» **MATERIAL TO PROCESS**:
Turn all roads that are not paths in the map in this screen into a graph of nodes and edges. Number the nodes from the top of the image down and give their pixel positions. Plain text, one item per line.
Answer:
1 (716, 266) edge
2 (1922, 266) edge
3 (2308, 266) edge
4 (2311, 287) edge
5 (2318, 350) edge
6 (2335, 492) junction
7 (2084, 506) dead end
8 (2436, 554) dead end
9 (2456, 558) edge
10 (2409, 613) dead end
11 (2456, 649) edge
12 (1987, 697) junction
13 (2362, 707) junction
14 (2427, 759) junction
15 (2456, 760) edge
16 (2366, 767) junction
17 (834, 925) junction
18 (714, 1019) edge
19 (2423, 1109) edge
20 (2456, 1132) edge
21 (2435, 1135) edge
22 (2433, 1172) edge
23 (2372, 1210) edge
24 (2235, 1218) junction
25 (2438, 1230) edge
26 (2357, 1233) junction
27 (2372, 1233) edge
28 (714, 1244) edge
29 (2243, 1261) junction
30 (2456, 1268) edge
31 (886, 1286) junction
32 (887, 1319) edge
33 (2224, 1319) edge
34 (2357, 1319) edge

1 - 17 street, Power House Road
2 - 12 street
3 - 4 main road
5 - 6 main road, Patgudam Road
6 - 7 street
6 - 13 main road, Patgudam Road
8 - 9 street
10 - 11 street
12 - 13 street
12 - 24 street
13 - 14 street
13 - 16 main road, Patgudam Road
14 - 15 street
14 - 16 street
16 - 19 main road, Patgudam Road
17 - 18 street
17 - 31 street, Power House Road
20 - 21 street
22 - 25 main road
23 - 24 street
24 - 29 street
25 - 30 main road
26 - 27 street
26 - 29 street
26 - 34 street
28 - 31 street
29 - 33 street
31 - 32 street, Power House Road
...
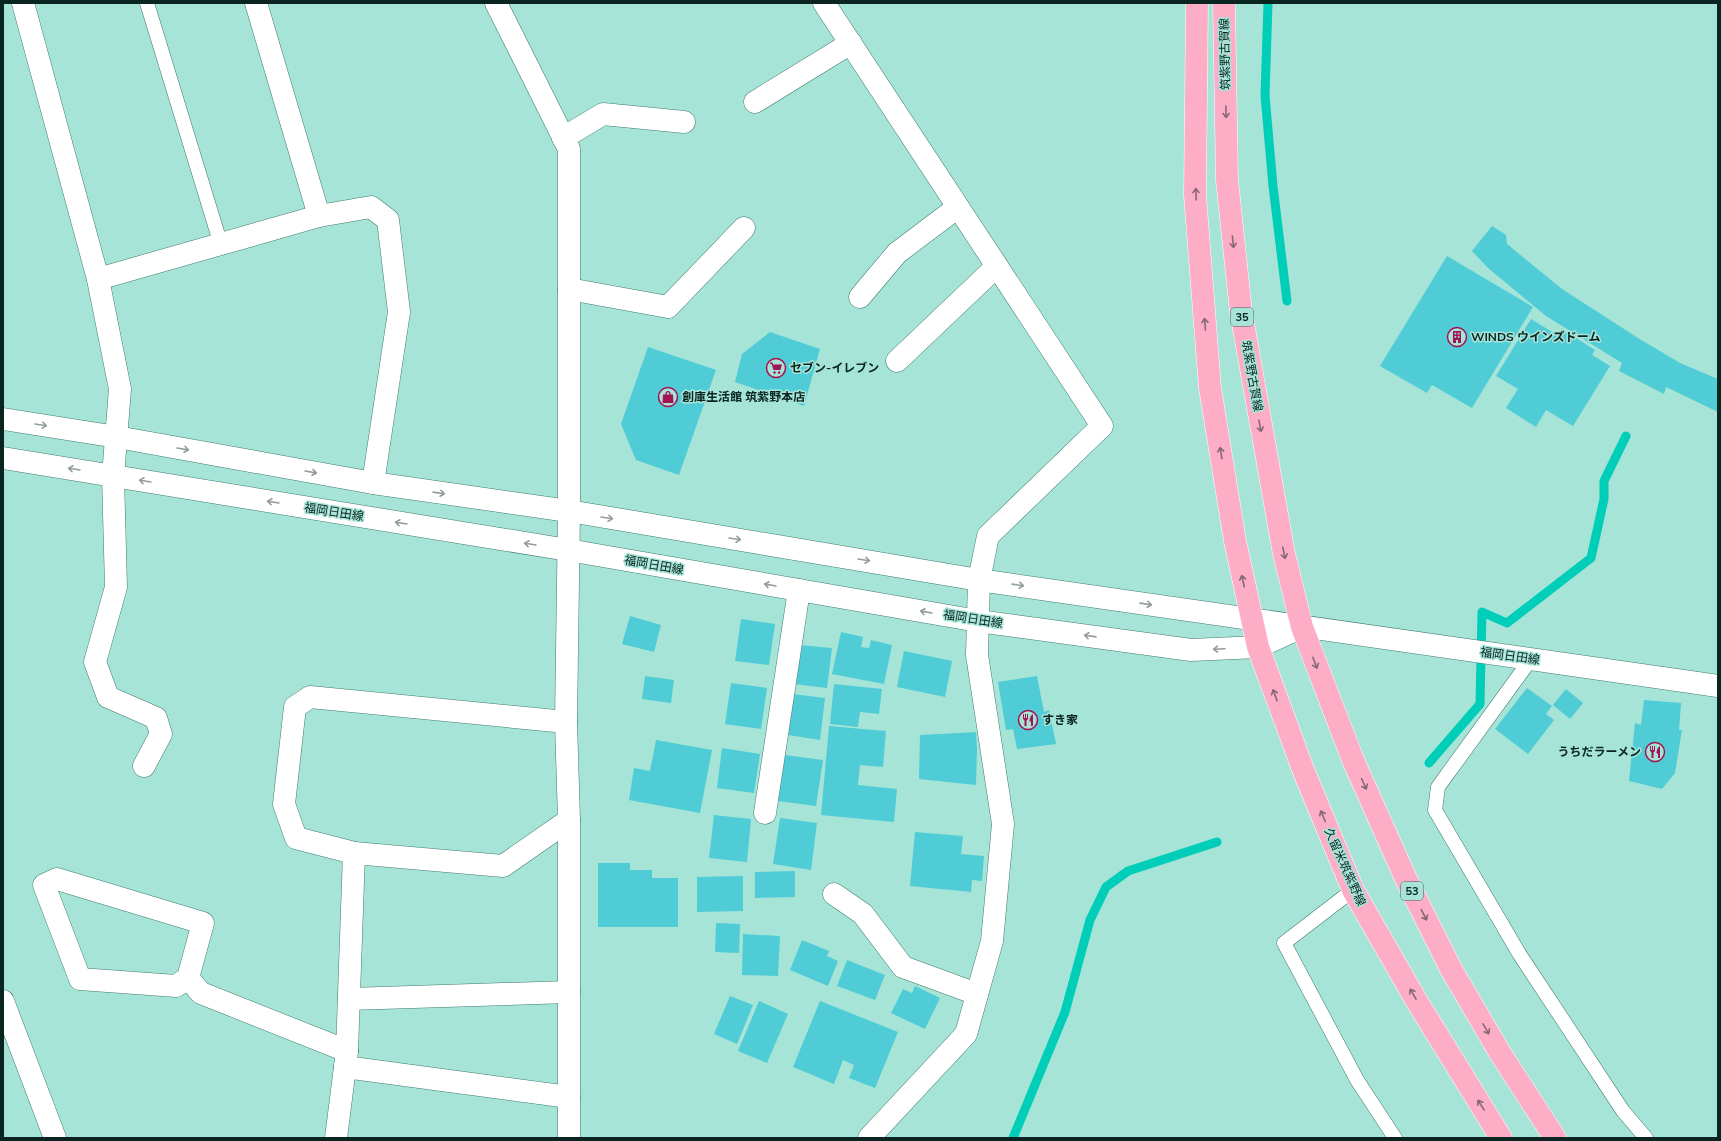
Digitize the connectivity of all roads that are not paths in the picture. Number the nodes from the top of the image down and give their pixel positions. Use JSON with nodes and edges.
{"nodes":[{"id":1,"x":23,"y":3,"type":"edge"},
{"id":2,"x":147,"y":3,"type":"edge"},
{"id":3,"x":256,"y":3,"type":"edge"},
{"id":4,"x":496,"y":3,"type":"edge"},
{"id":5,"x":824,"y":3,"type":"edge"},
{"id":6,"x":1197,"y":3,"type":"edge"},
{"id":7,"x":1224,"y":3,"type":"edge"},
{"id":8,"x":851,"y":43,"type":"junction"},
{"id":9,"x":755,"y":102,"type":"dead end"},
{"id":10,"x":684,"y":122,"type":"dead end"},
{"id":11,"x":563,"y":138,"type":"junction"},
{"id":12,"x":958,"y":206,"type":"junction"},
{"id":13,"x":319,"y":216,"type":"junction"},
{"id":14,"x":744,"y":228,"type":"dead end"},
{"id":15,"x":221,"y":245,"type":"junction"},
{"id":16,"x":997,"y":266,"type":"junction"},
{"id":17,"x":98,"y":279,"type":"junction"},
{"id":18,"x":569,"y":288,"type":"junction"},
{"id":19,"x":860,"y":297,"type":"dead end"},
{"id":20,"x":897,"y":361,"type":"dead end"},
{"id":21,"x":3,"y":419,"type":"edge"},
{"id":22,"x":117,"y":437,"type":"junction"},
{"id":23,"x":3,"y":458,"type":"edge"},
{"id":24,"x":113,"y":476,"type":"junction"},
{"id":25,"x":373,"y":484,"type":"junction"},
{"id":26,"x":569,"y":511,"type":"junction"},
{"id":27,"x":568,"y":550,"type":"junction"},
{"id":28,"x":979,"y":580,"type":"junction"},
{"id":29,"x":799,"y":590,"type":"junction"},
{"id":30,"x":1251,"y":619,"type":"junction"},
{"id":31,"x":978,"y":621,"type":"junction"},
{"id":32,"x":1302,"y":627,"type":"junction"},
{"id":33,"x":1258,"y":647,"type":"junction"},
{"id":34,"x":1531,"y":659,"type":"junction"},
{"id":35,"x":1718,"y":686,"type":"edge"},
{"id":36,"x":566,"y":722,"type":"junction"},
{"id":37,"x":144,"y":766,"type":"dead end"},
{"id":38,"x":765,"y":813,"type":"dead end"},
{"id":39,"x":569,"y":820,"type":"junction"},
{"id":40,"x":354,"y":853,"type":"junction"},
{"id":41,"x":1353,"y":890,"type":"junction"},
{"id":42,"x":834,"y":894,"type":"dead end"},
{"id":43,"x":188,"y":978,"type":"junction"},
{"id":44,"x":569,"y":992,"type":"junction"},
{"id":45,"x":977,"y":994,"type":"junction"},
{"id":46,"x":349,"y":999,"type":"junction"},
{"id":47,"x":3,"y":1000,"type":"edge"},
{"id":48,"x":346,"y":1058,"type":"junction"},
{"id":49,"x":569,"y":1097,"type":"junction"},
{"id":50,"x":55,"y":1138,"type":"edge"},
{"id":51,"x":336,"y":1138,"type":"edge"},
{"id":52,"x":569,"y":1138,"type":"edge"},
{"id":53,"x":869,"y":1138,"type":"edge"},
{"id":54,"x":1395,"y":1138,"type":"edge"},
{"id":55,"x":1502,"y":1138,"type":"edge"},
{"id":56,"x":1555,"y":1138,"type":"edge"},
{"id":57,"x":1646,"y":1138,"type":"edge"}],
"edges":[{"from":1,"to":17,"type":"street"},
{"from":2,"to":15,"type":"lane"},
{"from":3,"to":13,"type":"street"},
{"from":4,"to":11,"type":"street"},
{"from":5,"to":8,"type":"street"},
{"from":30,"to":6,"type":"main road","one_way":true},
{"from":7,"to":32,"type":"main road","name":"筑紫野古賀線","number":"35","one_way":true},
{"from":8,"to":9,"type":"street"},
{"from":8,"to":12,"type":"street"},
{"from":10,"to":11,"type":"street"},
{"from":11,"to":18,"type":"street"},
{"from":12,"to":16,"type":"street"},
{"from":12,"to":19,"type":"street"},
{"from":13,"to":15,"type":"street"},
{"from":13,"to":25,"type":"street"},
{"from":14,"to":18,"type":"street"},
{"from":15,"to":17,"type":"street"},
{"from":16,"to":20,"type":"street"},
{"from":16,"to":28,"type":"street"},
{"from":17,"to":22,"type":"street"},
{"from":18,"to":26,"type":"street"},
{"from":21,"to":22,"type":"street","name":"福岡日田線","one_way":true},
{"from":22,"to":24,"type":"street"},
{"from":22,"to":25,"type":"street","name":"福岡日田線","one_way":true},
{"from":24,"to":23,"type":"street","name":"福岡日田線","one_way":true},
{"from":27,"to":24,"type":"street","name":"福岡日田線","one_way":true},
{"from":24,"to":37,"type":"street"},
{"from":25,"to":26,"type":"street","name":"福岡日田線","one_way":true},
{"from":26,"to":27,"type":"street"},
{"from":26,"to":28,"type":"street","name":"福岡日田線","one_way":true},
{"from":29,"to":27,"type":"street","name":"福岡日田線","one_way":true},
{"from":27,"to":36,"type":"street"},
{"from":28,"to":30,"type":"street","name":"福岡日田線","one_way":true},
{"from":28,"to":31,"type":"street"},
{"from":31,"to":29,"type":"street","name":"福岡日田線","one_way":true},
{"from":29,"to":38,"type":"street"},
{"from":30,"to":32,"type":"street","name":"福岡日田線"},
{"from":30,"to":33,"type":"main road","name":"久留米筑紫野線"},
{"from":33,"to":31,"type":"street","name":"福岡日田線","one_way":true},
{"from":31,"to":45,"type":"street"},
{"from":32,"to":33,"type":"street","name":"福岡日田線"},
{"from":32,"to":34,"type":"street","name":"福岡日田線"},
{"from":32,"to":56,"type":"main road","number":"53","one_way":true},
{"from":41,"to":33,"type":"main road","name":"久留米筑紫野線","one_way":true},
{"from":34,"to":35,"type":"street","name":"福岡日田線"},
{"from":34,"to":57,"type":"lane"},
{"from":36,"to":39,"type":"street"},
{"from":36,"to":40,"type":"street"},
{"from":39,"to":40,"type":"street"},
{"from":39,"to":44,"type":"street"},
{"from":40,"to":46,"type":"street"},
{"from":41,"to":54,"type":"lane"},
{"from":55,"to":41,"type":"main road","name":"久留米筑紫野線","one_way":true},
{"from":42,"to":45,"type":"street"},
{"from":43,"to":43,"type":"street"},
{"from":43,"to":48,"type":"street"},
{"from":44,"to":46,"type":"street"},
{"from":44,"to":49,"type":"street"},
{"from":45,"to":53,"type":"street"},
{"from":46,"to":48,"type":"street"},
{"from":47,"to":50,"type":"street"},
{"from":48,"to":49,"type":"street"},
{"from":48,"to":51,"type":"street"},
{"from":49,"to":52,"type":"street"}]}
---
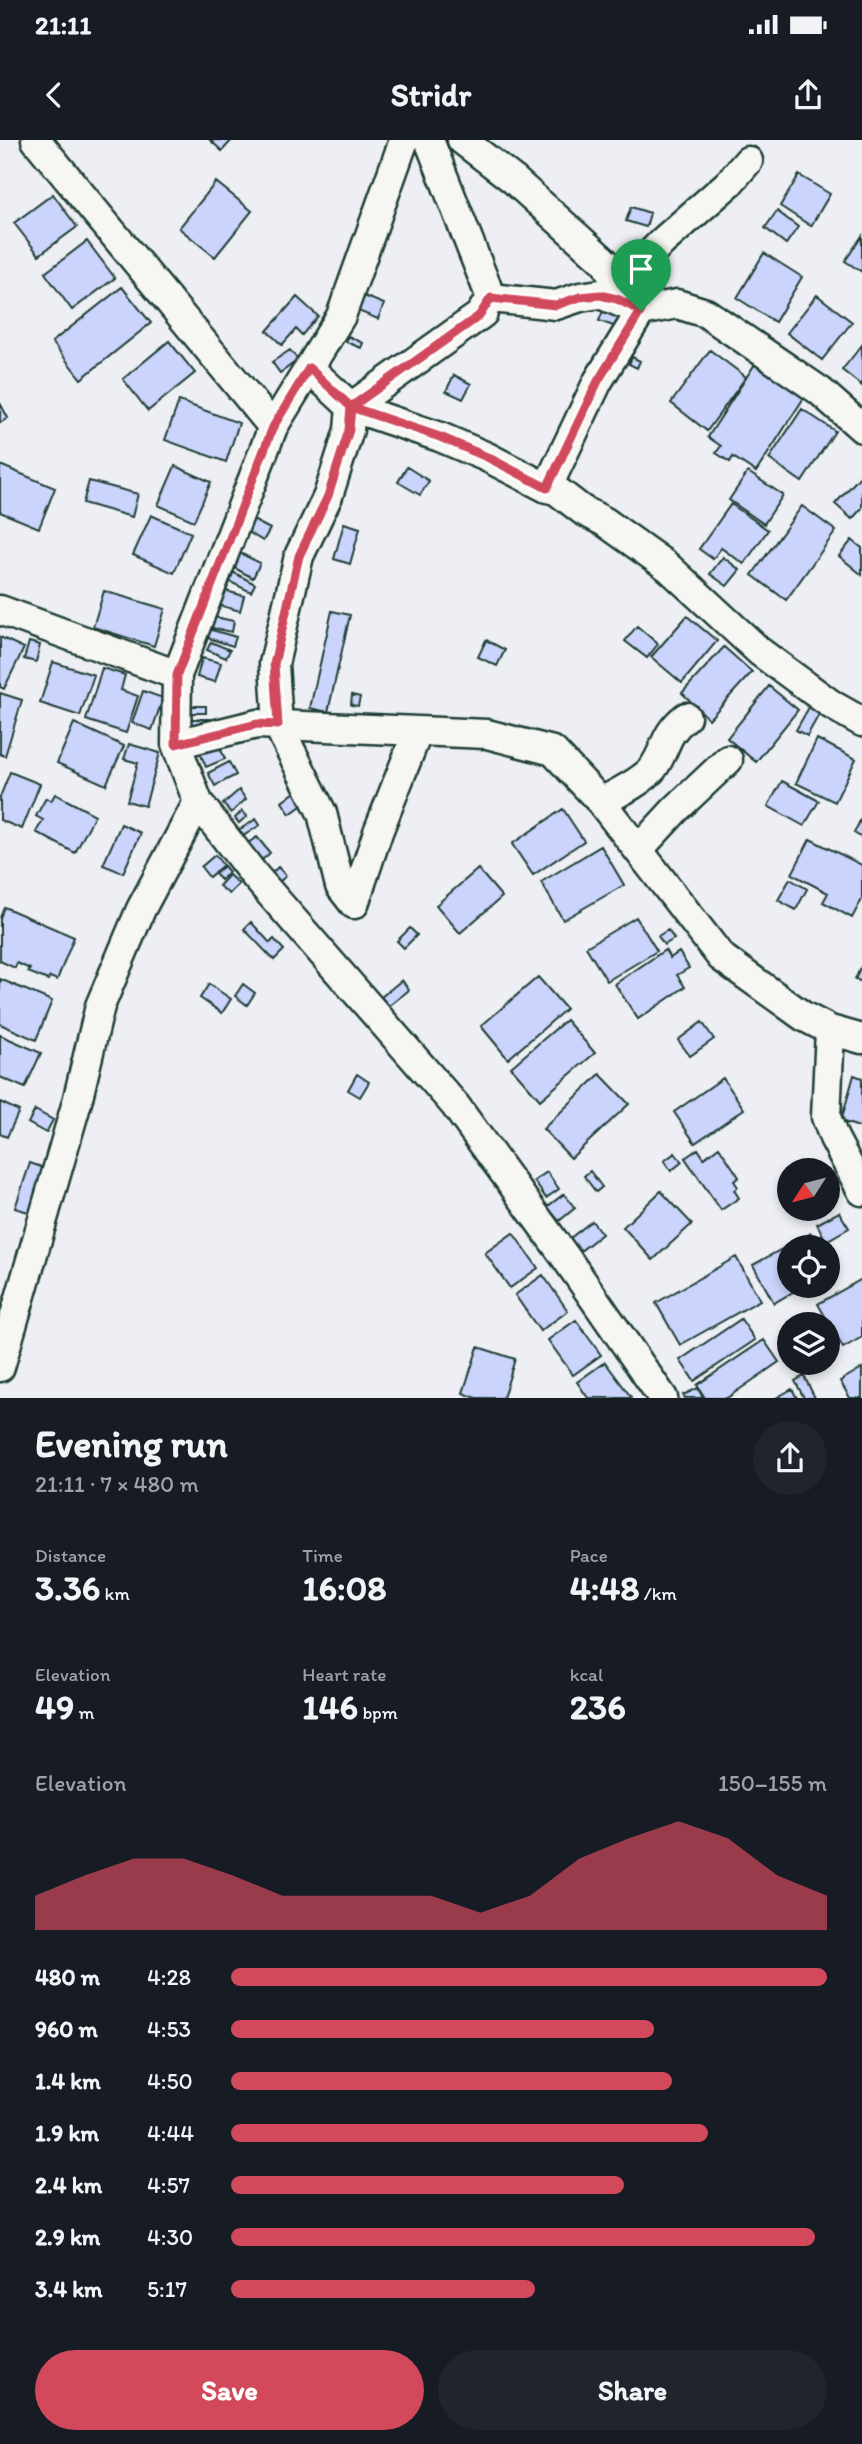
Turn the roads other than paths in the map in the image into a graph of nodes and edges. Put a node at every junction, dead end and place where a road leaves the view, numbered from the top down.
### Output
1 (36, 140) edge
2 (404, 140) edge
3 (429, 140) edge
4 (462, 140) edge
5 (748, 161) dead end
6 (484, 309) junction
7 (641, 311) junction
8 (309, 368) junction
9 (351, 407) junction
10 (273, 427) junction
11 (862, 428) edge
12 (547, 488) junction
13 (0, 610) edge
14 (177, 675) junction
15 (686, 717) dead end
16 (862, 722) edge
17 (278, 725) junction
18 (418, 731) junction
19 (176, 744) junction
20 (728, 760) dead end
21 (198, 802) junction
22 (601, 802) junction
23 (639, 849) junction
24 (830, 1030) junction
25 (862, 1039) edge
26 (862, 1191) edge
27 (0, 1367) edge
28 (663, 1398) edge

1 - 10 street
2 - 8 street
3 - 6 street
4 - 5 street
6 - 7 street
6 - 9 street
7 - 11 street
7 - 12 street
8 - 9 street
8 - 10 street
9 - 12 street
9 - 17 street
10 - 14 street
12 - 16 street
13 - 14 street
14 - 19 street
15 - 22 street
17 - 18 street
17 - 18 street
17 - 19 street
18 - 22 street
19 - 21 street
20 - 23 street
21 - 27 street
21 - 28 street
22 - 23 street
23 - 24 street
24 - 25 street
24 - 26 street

» **ASSIGNMENT**: Every line of the entries above that includes "into" should be copied.

» **WRITTEN ANSWER**:
Turn all roads that are not paths in the map in this screen into a graph of nodes and edges. Number the nodes from the top of the image down and give their pixel positions. Plain text, one item per line.
Turn the roads other than paths in the map in the image into a graph of nodes and edges. Put a node at every junction, dead end and place where a road leaves the view, numbered from the top down.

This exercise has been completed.